▶ _Problem_
Read through the records. Copy each line that has the word "every".

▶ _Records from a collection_

# # #

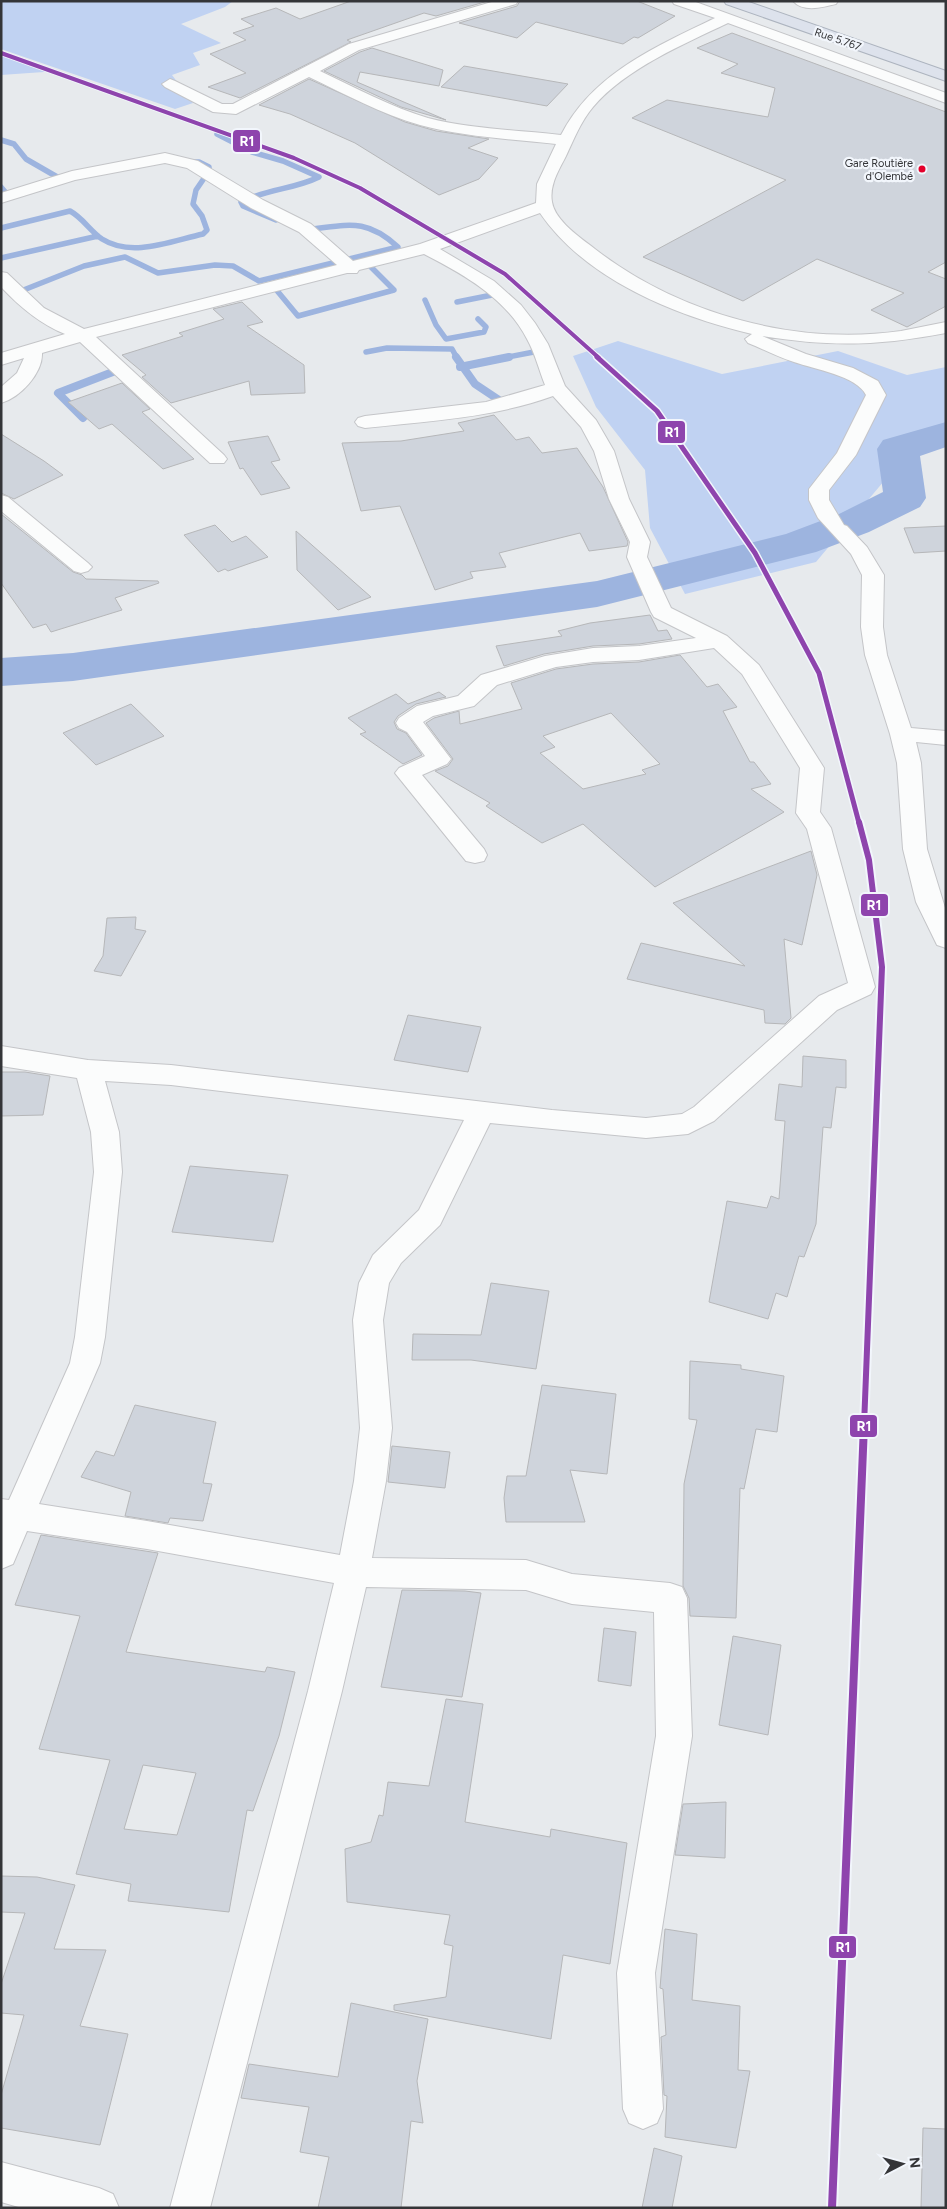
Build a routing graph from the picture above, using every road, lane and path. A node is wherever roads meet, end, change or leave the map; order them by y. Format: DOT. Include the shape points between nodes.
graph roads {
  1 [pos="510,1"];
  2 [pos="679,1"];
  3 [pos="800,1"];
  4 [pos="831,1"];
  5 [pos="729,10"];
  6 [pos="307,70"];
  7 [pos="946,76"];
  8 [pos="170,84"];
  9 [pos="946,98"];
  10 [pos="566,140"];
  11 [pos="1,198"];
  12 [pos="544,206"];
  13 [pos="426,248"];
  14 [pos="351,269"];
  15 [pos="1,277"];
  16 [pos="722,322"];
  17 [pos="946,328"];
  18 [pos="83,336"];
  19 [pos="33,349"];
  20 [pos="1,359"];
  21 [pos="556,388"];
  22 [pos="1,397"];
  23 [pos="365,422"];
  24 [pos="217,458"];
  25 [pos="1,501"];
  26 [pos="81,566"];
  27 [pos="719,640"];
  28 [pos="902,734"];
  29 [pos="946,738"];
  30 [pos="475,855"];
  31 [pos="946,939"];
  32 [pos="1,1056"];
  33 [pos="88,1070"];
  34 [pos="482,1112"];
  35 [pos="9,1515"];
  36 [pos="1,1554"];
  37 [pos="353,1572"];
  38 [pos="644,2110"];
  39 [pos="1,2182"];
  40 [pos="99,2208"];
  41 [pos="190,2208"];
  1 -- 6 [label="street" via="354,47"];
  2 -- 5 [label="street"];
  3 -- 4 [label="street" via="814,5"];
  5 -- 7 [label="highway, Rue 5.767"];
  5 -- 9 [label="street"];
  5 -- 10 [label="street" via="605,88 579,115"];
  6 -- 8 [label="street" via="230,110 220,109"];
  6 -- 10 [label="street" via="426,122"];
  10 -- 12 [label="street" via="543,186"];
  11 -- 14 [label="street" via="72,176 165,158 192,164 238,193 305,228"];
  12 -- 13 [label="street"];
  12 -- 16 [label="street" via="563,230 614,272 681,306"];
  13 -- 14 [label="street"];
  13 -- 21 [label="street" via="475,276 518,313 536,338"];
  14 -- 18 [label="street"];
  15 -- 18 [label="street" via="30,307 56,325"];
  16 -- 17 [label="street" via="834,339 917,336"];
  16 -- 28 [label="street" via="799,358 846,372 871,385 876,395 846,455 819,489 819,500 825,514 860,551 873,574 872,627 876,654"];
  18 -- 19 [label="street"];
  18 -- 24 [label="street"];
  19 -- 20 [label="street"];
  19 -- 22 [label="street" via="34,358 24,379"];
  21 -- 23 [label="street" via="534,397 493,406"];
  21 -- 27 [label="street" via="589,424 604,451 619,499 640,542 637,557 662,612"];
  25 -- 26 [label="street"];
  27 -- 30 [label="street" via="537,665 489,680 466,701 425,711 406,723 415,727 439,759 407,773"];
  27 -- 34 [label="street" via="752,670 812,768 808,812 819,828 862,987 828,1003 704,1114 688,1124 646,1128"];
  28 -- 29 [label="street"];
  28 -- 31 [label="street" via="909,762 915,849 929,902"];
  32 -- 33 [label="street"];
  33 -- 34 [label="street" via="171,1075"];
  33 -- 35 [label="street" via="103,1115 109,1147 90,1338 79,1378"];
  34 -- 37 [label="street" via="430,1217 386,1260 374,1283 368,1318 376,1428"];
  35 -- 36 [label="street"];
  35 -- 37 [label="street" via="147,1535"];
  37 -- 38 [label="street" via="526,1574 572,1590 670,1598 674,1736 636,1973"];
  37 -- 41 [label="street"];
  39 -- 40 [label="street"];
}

# # #

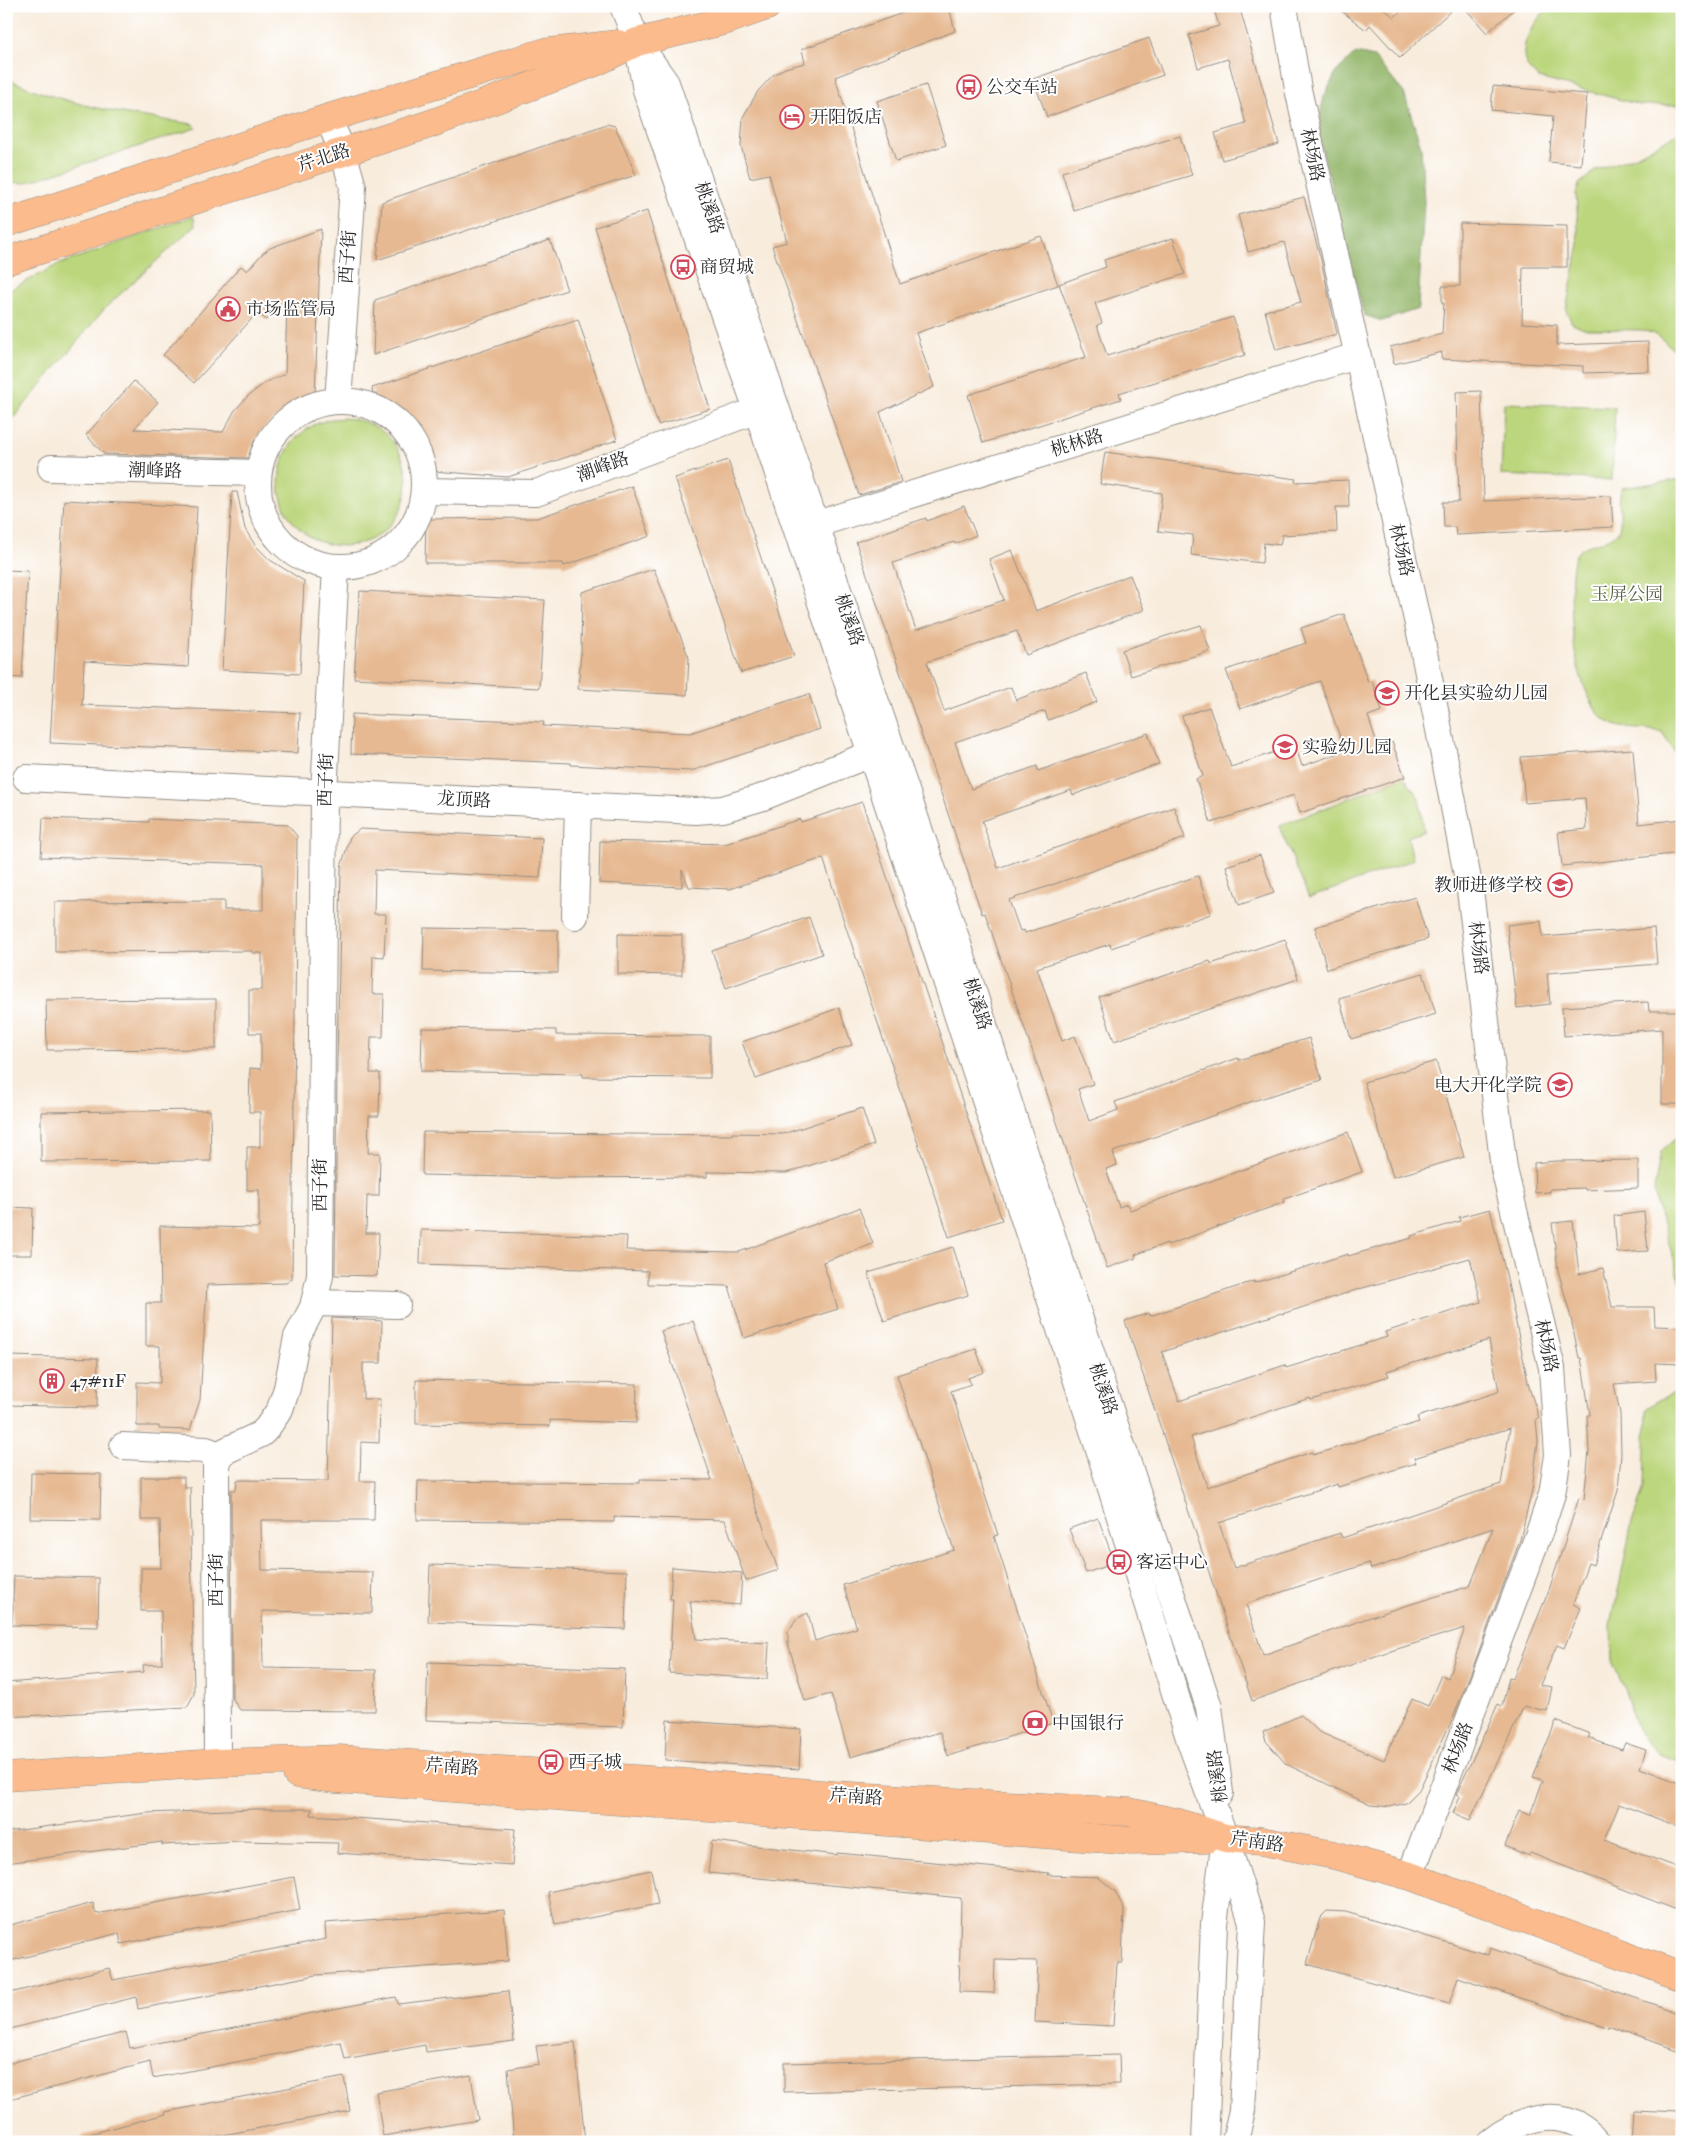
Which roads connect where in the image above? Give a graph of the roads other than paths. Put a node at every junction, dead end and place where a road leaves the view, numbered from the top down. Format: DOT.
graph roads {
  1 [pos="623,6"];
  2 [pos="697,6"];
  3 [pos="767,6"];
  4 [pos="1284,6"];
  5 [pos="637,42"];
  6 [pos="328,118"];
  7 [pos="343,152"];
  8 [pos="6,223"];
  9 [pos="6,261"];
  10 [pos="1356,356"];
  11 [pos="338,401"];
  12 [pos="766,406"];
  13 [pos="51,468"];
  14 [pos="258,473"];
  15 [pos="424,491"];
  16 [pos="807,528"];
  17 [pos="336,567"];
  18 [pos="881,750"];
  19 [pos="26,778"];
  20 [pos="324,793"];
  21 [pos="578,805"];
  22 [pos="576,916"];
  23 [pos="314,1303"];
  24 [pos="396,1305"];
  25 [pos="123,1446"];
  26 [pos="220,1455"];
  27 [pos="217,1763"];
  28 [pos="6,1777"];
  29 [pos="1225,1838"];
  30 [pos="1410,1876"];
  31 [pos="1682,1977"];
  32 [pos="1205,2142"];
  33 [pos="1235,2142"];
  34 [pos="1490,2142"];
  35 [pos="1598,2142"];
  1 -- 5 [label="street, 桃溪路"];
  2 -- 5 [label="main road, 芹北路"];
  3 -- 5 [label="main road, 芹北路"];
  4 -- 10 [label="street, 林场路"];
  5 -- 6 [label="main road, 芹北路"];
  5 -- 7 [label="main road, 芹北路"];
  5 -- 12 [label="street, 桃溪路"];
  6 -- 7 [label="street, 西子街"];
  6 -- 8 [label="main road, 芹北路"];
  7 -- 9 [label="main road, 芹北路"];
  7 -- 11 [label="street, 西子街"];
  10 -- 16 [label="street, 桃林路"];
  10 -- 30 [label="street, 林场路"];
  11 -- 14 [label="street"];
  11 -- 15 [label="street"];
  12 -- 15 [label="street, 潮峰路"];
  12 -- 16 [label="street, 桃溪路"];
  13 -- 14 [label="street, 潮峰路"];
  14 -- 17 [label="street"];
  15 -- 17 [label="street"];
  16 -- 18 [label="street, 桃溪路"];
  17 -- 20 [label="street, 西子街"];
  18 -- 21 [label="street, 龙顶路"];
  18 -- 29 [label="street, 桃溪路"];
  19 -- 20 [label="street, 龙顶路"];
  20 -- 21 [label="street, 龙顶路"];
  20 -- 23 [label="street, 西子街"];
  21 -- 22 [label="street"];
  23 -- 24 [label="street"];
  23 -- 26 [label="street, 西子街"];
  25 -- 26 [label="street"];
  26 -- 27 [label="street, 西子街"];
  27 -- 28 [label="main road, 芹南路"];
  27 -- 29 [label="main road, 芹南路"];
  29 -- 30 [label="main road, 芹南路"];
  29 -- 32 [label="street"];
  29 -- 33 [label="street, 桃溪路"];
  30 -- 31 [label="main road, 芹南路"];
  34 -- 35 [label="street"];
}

# # #

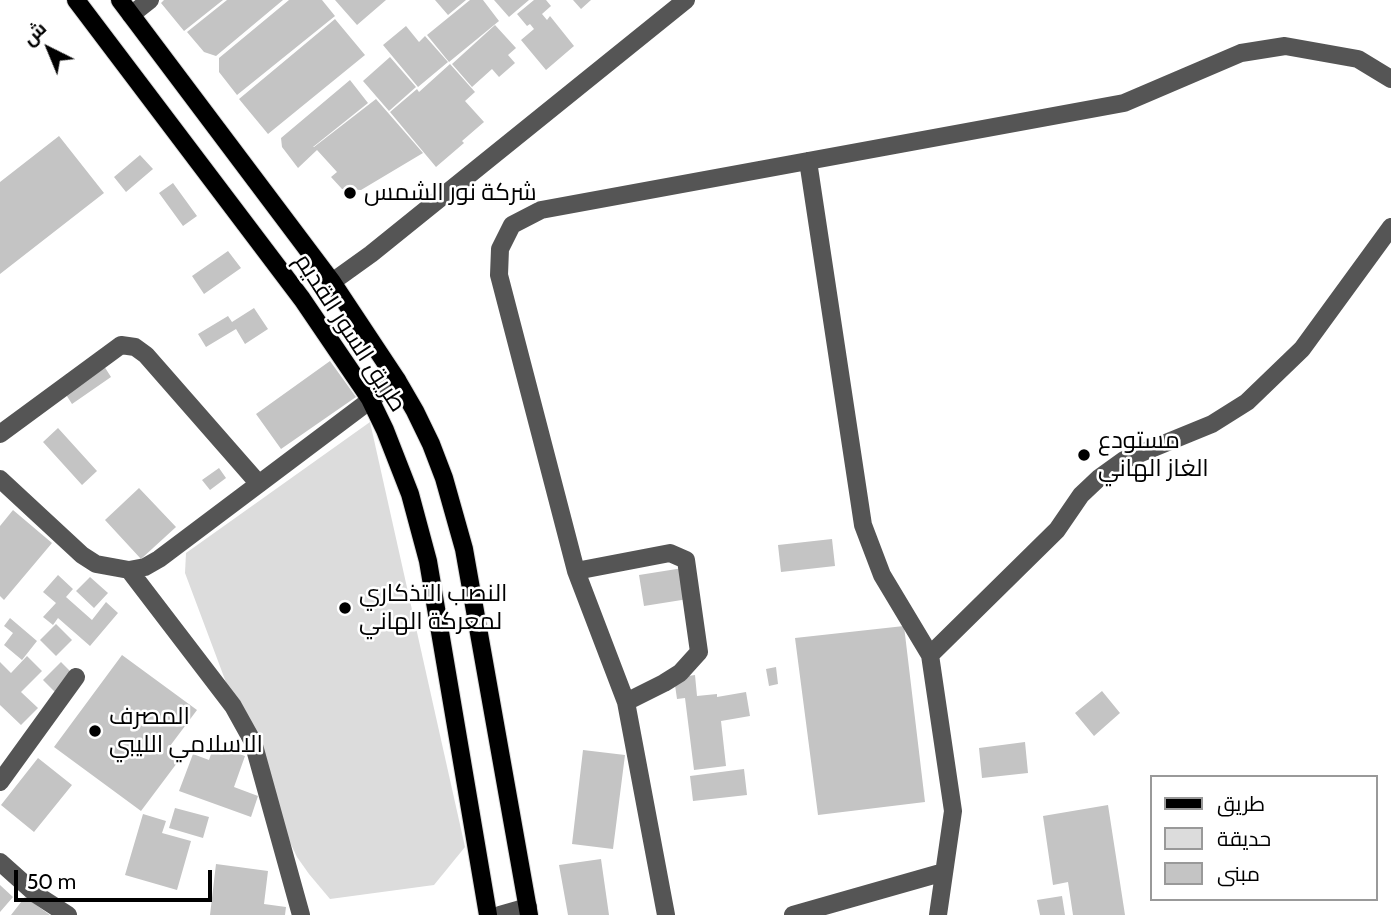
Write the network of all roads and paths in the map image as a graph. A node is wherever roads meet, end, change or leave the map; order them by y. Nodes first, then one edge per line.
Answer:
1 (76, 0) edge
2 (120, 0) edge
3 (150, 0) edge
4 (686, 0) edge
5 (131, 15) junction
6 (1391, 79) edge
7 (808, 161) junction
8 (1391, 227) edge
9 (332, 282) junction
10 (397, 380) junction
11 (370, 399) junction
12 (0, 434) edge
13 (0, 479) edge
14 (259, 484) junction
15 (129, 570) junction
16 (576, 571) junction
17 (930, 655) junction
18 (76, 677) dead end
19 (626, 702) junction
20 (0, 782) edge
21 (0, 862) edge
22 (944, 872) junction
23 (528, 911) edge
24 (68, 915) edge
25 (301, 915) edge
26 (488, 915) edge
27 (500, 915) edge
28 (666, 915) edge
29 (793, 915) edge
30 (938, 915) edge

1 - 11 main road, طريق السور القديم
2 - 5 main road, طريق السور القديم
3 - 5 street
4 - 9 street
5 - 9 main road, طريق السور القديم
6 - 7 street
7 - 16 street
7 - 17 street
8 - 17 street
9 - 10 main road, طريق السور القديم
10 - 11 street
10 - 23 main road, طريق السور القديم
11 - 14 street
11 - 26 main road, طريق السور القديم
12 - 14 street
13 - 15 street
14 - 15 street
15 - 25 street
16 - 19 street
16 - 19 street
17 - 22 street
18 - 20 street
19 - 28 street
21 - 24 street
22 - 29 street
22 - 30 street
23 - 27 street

# # #

▶ _Your solution_
Build a routing graph from the picture above, using every road, lane and path. A node is wherever roads meet, end, change or leave the map; order them by y. Format: DOT. Include the shape points between nodes.
Which roads connect where in the image above? Give a graph of the roads other than paths. Put a node at every junction, dead end and place where a road leaves the view, numbered from the top down. Format: DOT.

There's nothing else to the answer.